As the natural gas market became saturated, the industry started to strip the natural gas liquids (NGLs) out of the gas stream to take advantage of the ever-rising oil pricing. When gas prices tumbled in 2011, and oil prices climbed north of $100/bbl, the industry looked to the liquid rich/oil plays, such as the Williston Basin, the DJ Basin, and the Permian Basin.
The turning point came in November 2014 when oil prices fell rapidly. As prices bottomed out at $22/bbl in February 2015, the industry saw a large exodus of operators and capital from the gas rich plays around the US to the liquid rich Permian. The Permian proved to be the haven for oil and gas development with its multiple pay zone targets, high EURs, low break-even costs, friendly regulatory environment, and access to markets. The rush for land, once again ensued, with the hope of an oil price rebound and promise of high returns to capital investors.
The rapid ramp up in activity from 2015–2018 did not come without challenges as it put strain on the availability of services and people, access to pipelines and markets, and access to frac sand/water. This drove up costs and resulted in mixed results for many companies. In addition, operators soon saw that with higher-than-expected gas and water production, expenses to manage these by-products sky-rocketed.
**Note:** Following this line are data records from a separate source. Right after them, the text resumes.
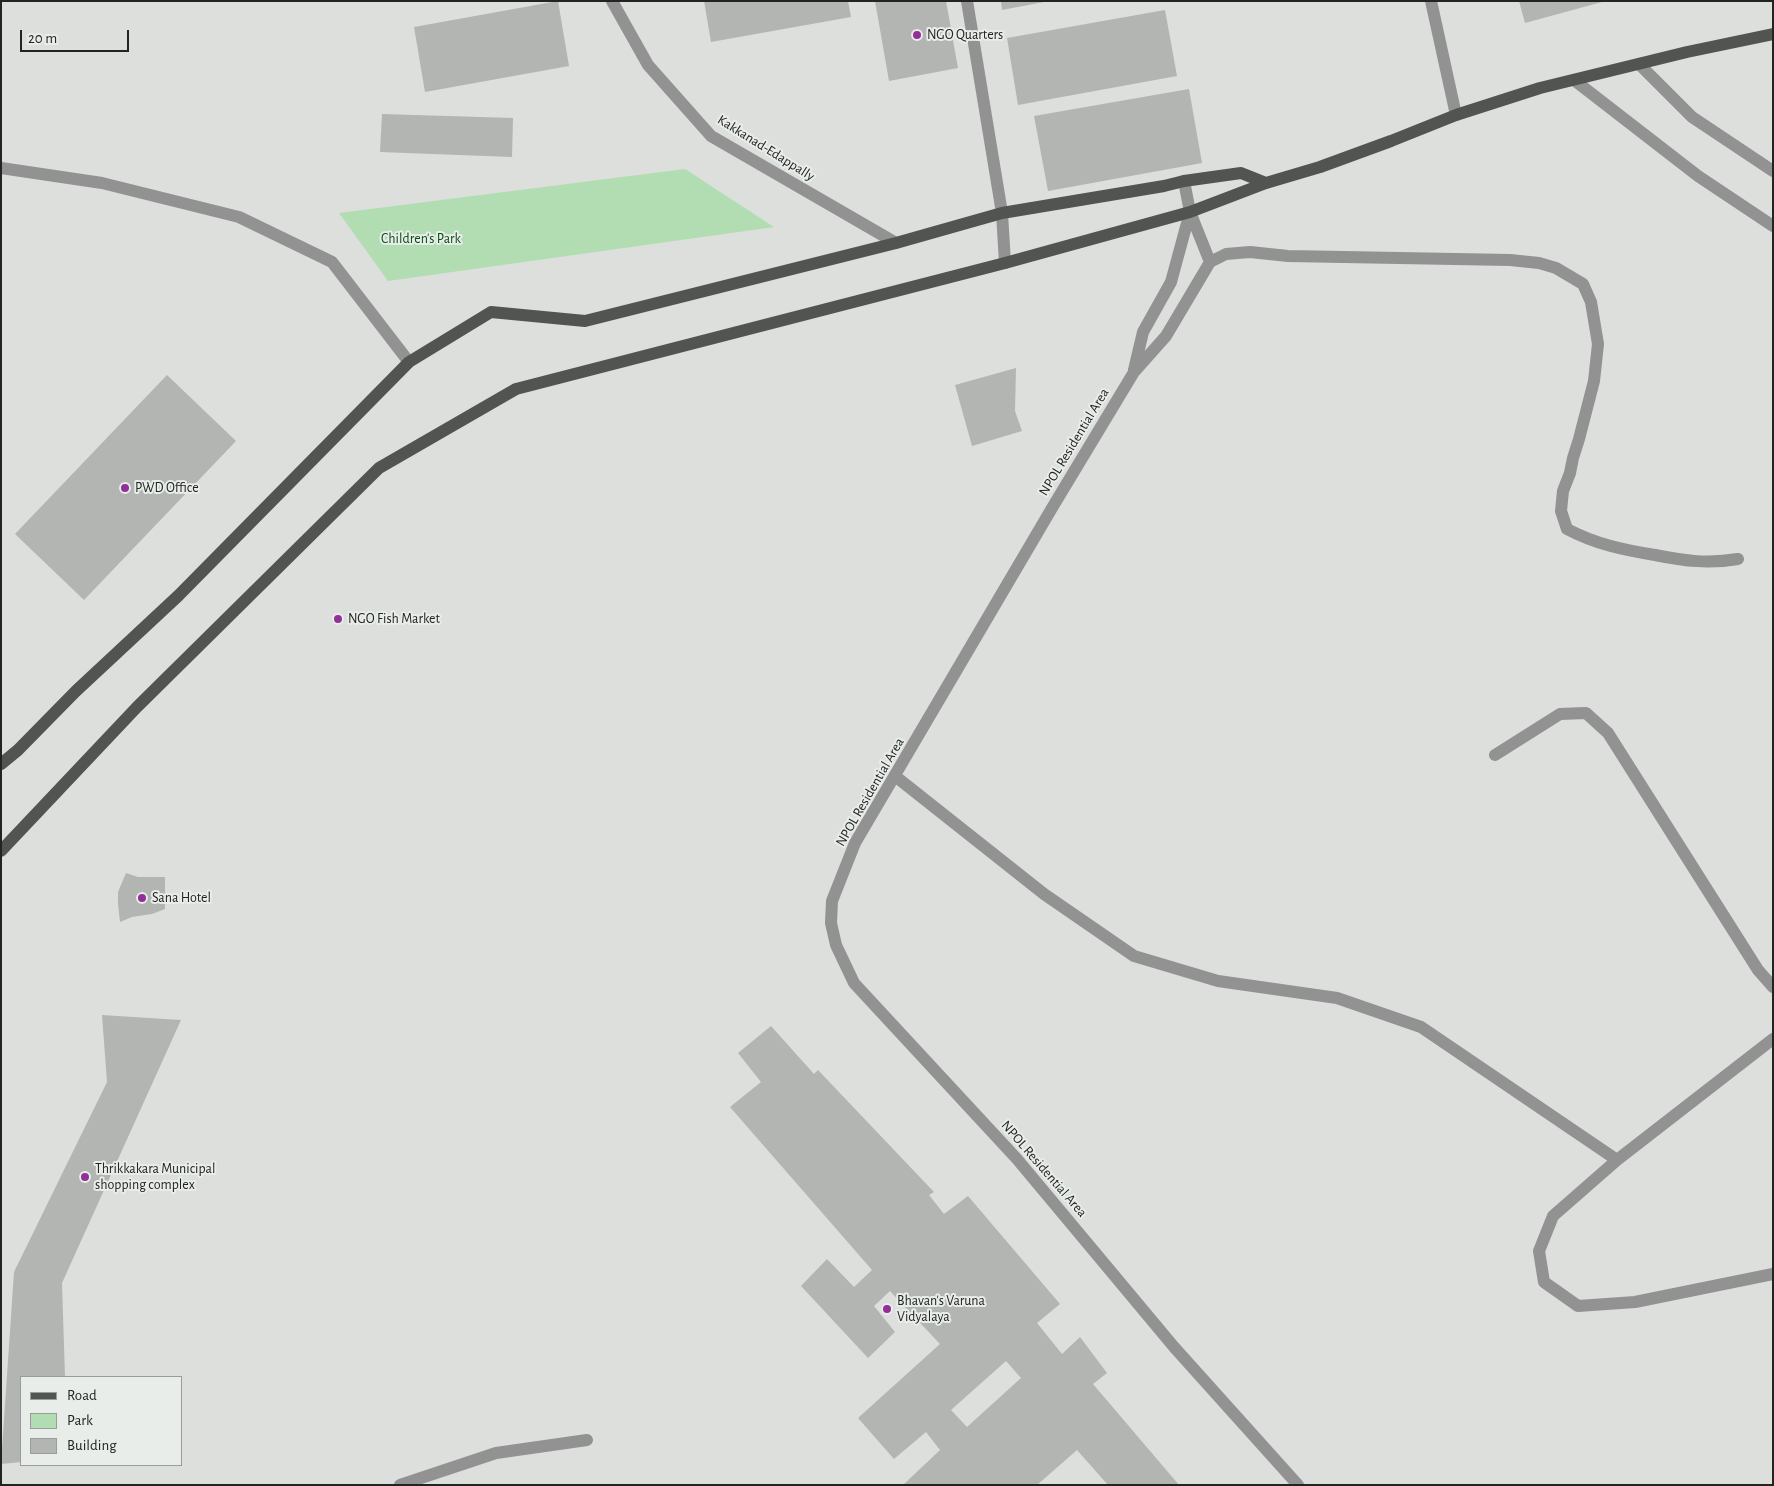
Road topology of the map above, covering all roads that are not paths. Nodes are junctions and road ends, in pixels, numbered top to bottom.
1 (612, 1) edge
2 (967, 1) edge
3 (1431, 1) edge
4 (1773, 34) edge
5 (1640, 64) junction
6 (1574, 80) junction
7 (1456, 115) junction
8 (1, 168) edge
9 (1773, 171) edge
10 (1184, 181) junction
11 (1266, 183) junction
12 (1190, 212) junction
13 (1002, 213) junction
14 (1773, 226) edge
15 (896, 243) junction
16 (1210, 262) junction
17 (1005, 263) junction
18 (409, 362) junction
19 (1134, 372) junction
20 (1738, 560) dead end
21 (1495, 755) dead end
22 (1, 764) edge
23 (895, 776) junction
24 (1, 851) edge
25 (1773, 988) edge
26 (1773, 1039) edge
27 (1617, 1160) junction
28 (1773, 1274) edge
29 (587, 1440) dead end
30 (400, 1485) edge
31 (1298, 1485) edge

1 - 15 street, Kakkanad-Edappally
2 - 13 street
3 - 7 street
4 - 5 main road
5 - 6 main road
5 - 9 street
6 - 7 main road
6 - 14 street
7 - 11 main road
8 - 18 street
10 - 11 main road
10 - 12 street
10 - 13 main road
11 - 12 main road
12 - 16 street
12 - 17 main road
12 - 19 street
13 - 15 main road
13 - 17 street
15 - 18 main road
16 - 19 street, NPOL Residential Area
16 - 20 street
17 - 24 main road
18 - 22 main road
19 - 23 street, NPOL Residential Area
21 - 25 street
23 - 27 street
23 - 31 street, NPOL Residential Area
26 - 27 street
27 - 28 street
29 - 30 street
Water handling and disposal became a huge portion of operating expenses and with gas export facilities at full capacity, companies started to flare gas in large volumes. Associated gas became a waste product, causing operators needed remove the gas and associated liquids from the revenue stream, and in some cases pay a high cost for flaring permits, rather than shutting in wells.
By 2019, a shift in the investment community was well underway. The days of growth-focused investment were coming to an end, and investors wanted to see returns on their investments. As prices still hovered around the $55/bbl range, investors were getting anxious to recover their capital invested in the industry, and throughout 2019 operators all talked about the ability to generate free cash flow. This paper analyses the free cash flow for three key unconventional basins across the US and discusses the associated economic impacts in each basin.